Fuera de bromas, lo peor de aquello fue cuando, llegado el momento, comenzaron a hablar de caza. Motivada, motivadísima, creí controlar un poco, así que afiné (más, si cabe) el oído. Con el ceño todavía más fruncido —de ahí mi hierra—, y una sonrisa (para no parecer antipática) capté la sintonía de la conversación. Comenzaron a hablar de ‘el viso’: de verlo, tenerlo en cuenta, rebasarlo, alejarse de él… Me resultó raro, pero no dije nada.

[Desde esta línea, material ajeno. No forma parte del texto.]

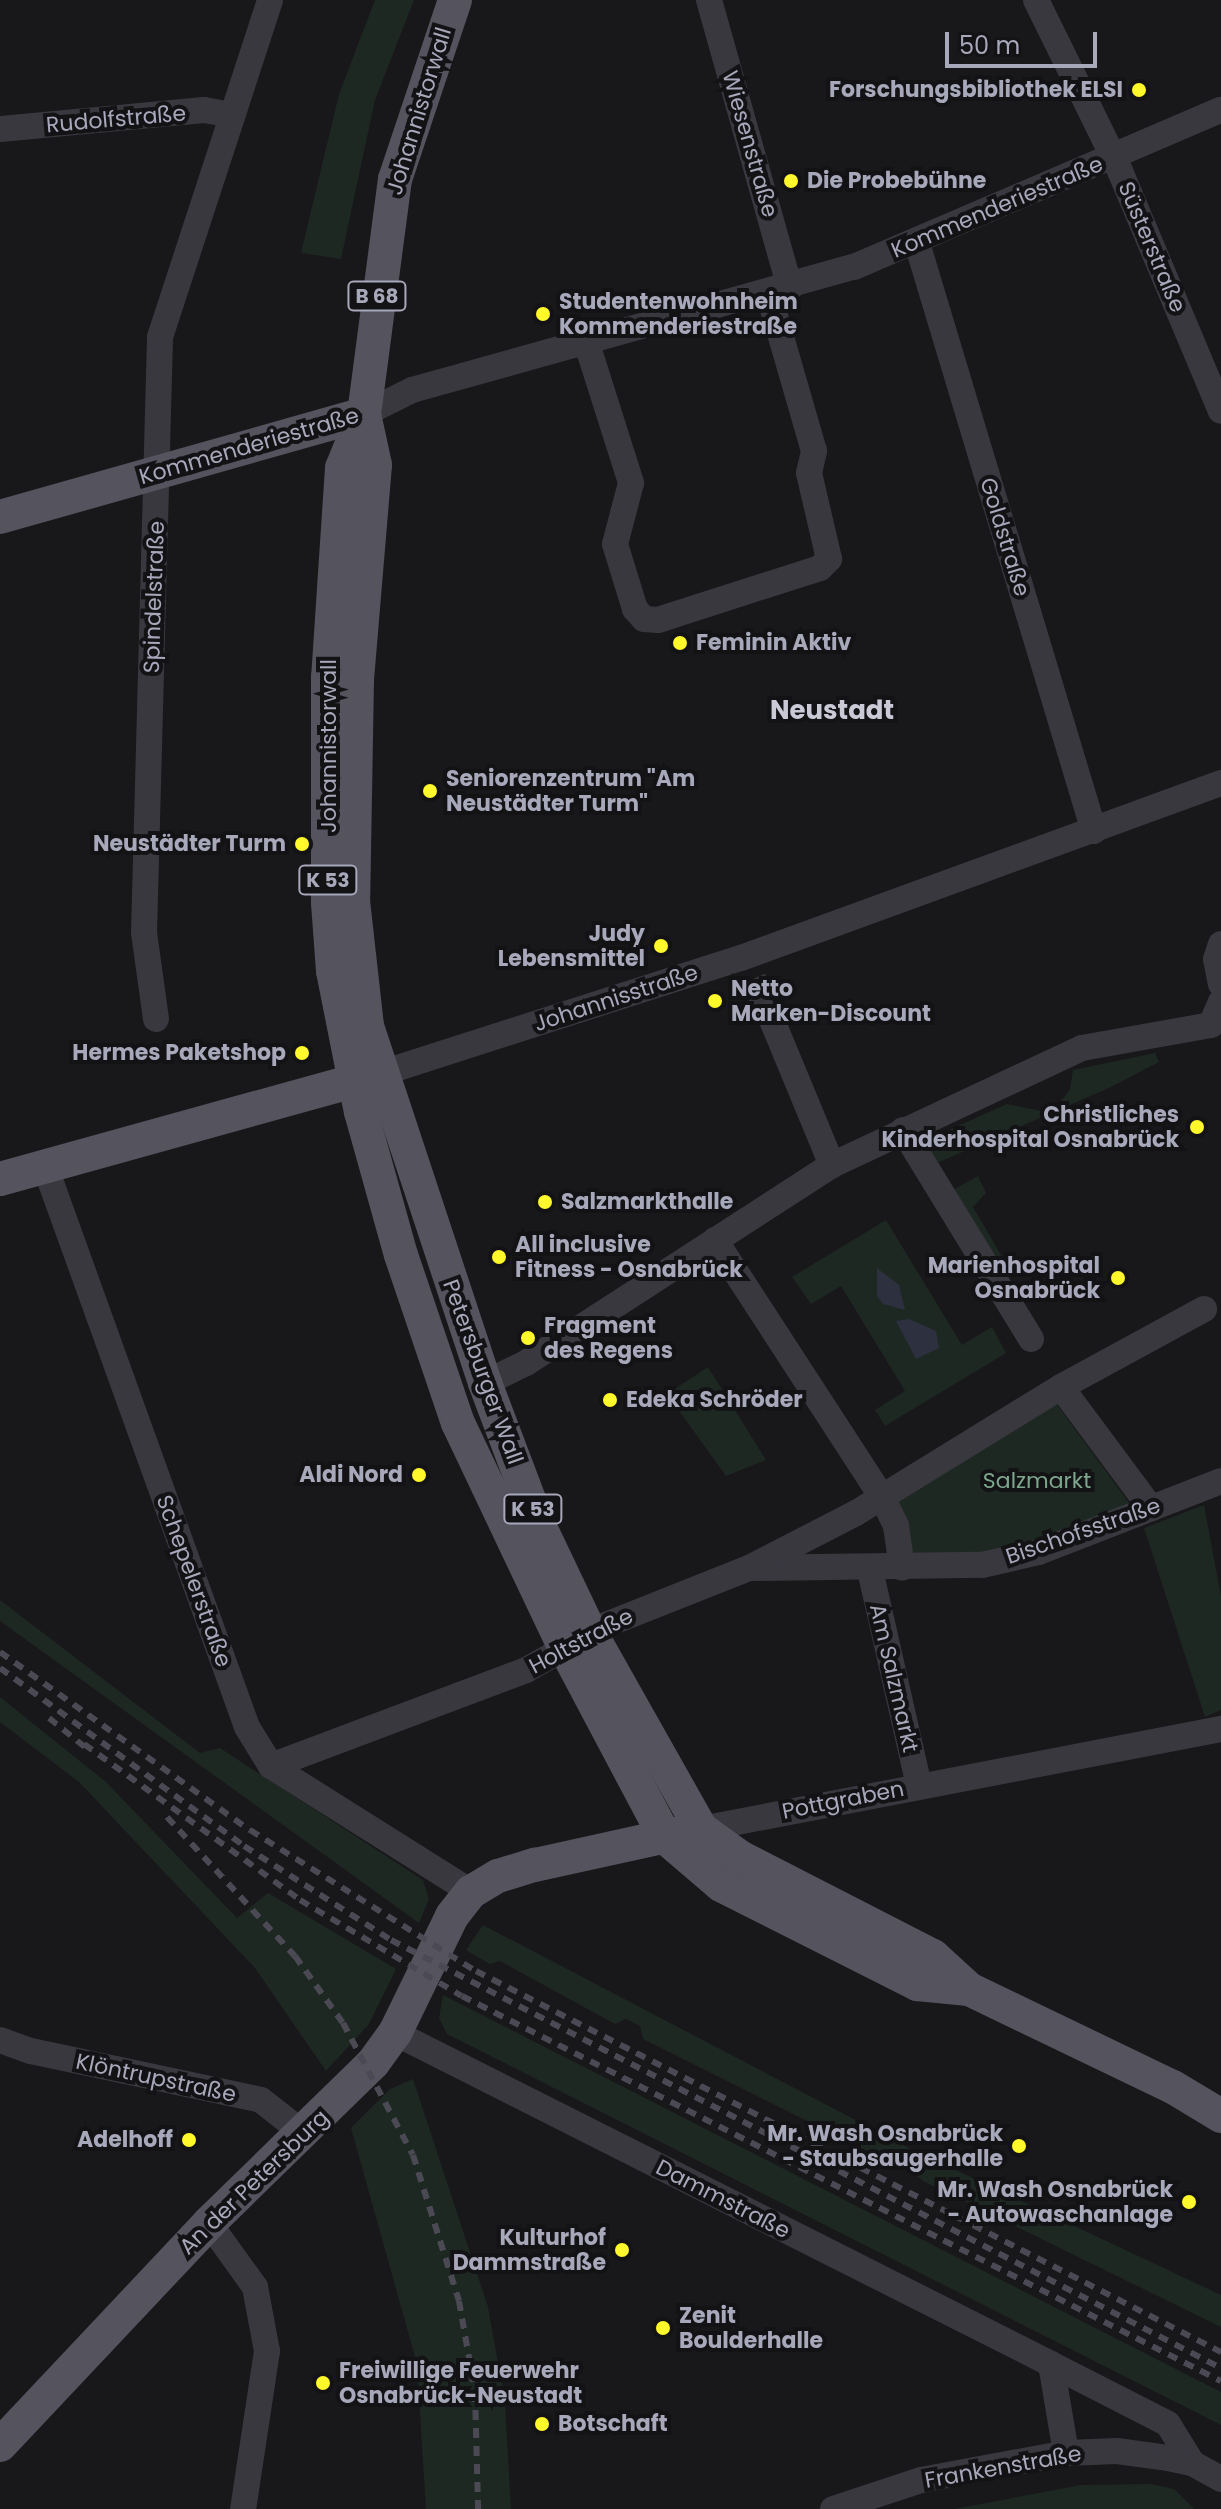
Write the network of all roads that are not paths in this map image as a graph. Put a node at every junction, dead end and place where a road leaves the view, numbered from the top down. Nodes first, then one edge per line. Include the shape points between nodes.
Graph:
1 (270, 0) edge
2 (455, 0) edge
3 (709, 0) edge
4 (1036, 0) edge
5 (1221, 110) edge
6 (233, 115) junction
7 (0, 129) edge
8 (1113, 156) junction
9 (917, 243) junction
10 (780, 291) junction
11 (587, 344) junction
12 (1221, 411) edge
13 (364, 414) junction
14 (157, 473) junction
15 (0, 517) edge
16 (1221, 783) edge
17 (1094, 831) junction
18 (1221, 944) edge
19 (1221, 984) edge
20 (769, 1013) tunnel mouth
21 (1216, 1014) edge
22 (156, 1019) dead end
23 (366, 1078) junction
24 (903, 1130) junction
25 (832, 1165) junction
26 (46, 1169) junction
27 (0, 1179) edge
28 (715, 1240) junction
29 (1204, 1309) dead end
30 (1031, 1339) dead end
31 (485, 1383) junction
32 (1061, 1387) junction
33 (1221, 1481) edge
34 (882, 1497) junction
35 (1151, 1508) junction
36 (749, 1568) junction
37 (902, 1568) junction
38 (870, 1570) junction
39 (577, 1640) junction
40 (1221, 1729) edge
41 (271, 1766) junction
42 (919, 1785) junction
43 (701, 1829) junction
44 (665, 1837) junction
45 (471, 1892) junction
46 (969, 1989) junction
47 (395, 2033) junction
48 (1, 2042) edge
49 (1221, 2116) edge
50 (303, 2133) junction
51 (209, 2223) junction
52 (1051, 2364) junction
53 (0, 2445) edge
54 (1066, 2453) junction
55 (1221, 2459) edge
56 (1192, 2463) junction
57 (1221, 2479) edge
58 (243, 2509) edge
59 (833, 2509) edge

1 - 6 street, Spindelstraße
2 - 13 main road, Johannistorwall / B 68 via 395,179
3 - 10 street, Wiesenstraße
4 - 8 street, Süsterstraße
5 - 8 street, Kommenderiestraße
6 - 7 street, Rudolfstraße via 204,110
6 - 14 street, Spindelstraße via 160,337
8 - 9 street, Kommenderiestraße
8 - 12 street, Süsterstraße
9 - 10 street, Kommenderiestraße
9 - 17 street, Goldstraße
10 - 11 street, Kommenderiestraße
10 - 11 street via 814,451 809,473 829,559 820,568 658,620 644,619 635,609 615,544 631,483
11 - 13 street, Kommenderiestraße via 412,390
13 - 14 main road, Kommenderiestraße
13 - 23 main road, Johannistorwall / K 53 via 342,468 328,677 328,903 333,971
14 - 15 main road, Kommenderiestraße
14 - 22 street, Spindelstraße via 144,933
16 - 17 street, Johannisstraße
17 - 23 street, Johannisstraße via 747,968
18 - 19 street via 1216,959
20 - 25 street
21 - 24 street via 1082,1048
23 - 26 main road, Johannisstraße
23 - 31 main road, Petersburger Wall / K 53
23 - 39 main road, Petersburger Wall / K 53 via 401,1255 451,1403
24 - 25 street
24 - 30 street
25 - 28 street
26 - 27 main road, Johannisstraße
26 - 41 street, Schepelerstraße via 247,1727
28 - 31 street via 516,1370
28 - 34 street
29 - 32 street, Holtstraße
31 - 39 main road, Petersburger Wall / K 53
32 - 34 street, Holtstraße
32 - 35 street
33 - 35 street, Bischofsstraße
34 - 36 street, Holtstraße
34 - 37 street via 896,1526
35 - 37 street, Bischofsstraße via 1025,1555 982,1565
36 - 38 street, Bischofsstraße
36 - 39 street, Holtstraße
37 - 38 street, Bischofsstraße
38 - 42 street, Am Salzmarkt
39 - 41 street, Holtstraße via 526,1670
39 - 43 main road, Petersburger Wall / K 53
39 - 44 main road, Petersburger Wall / K 53
40 - 42 street, Pottgraben
41 - 45 street, Schepelerstraße
42 - 43 street, Pottgraben
43 - 44 main road, Pottgraben
43 - 46 main road via 740,1857 933,1956
44 - 45 main road, Pottgraben via 535,1865 498,1876
44 - 46 main road via 721,1885 903,1977 917,1984
45 - 47 main road, An der Petersburg via 452,1916
46 - 49 main road via 1173,2087
47 - 50 main road, An der Petersburg via 349,2090
47 - 52 street, Dammstraße
48 - 50 street, Klöntrupstraße via 261,2100
50 - 51 main road, An der Petersburg
51 - 53 main road, An der Petersburg
51 - 58 street via 255,2287 267,2351
52 - 54 street
52 - 56 street, Dammstraße via 1168,2424
54 - 56 street, Frankenstraße via 1117,2451
54 - 59 street, Frankenstraße via 921,2480
55 - 56 street
56 - 57 street, Frankenstraße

Nota importante: yo pensaba, por el acento y esas cosas, que estaban hablando de ‘el bicho’ (el bisho), ¿qué bicho? No sé, pero entre mi oído defectuoso y la barrera lingüística, iba tan retrasada en la conversación que pasé la rareza del asunto por alto. No recuerdo bien qué dije para intervenir en aquella conversación pero sí recuerdo que se rieron mucho de mí. Luego, en la cena, rematé la faena diciendo que una bodega concreta y muy conocida de vinos de Jerez era cutre y ya con eso, claro, cavé mi tumba. Aprendí que si no entiendes (al que te habla), mejor callar.
Regresando a Écija: adopté la máxima de sonreír y asentir. Madre estaba ocupada asaltando la panera de nuestros vecinos de barra y yo mientras, trataba de darle conversación al Arriero. De vez en cuando le hacía alguna preguntita suelta, pero no entendía las respuestas que me daba. Me presentó a un rejoneador —no capté su nombre—, me habló de la mujer con la que se casó —tampoco entendí demasiado bien la historia—, me hablo de su trayectoria sobre el ruedo —sigo sin tener claro si fue matador o si se quedó en novillero con picadores (quizás, incluso, fuera sin)—. A veces me pregunto si la incomprensión se nota en la cara. Parece que no. Pero me reí mucho, porque el hombre sonreía y a mi se me pegaba. Se desternillaba y yo me contagiaba. Se le hinchaba el pecho de orgullo cuando contaba sus batallitas y a mi me hacía ilusión que las compartiese conmigo y con mi madre (cuando ya se hizo una amiga, consiguió que la atendiesen y regresó a mi vera).
Nadie diría que los veranos de mi infancia transcurrieron en playas gaditanas ni onubenses. Si mi memoria fuese mala (peor de lo que ya es) no lo diría ni yo. Parece que mi oído —el único que funciona— ha perdido práctica. El protagonista del libro que estoy leyendo cuenta que de joven en las tertulias se dedicaba únicamente a escuchar, a entrenar el oído. Quizás deba emprender yo esa ruta. Así, si me vuelvo a cruzar con algún Juncal —los jerezanos de la anécdota ya me habrán hecho la cruz, a estas alturas—, por lo menos, podré enterarme de algo.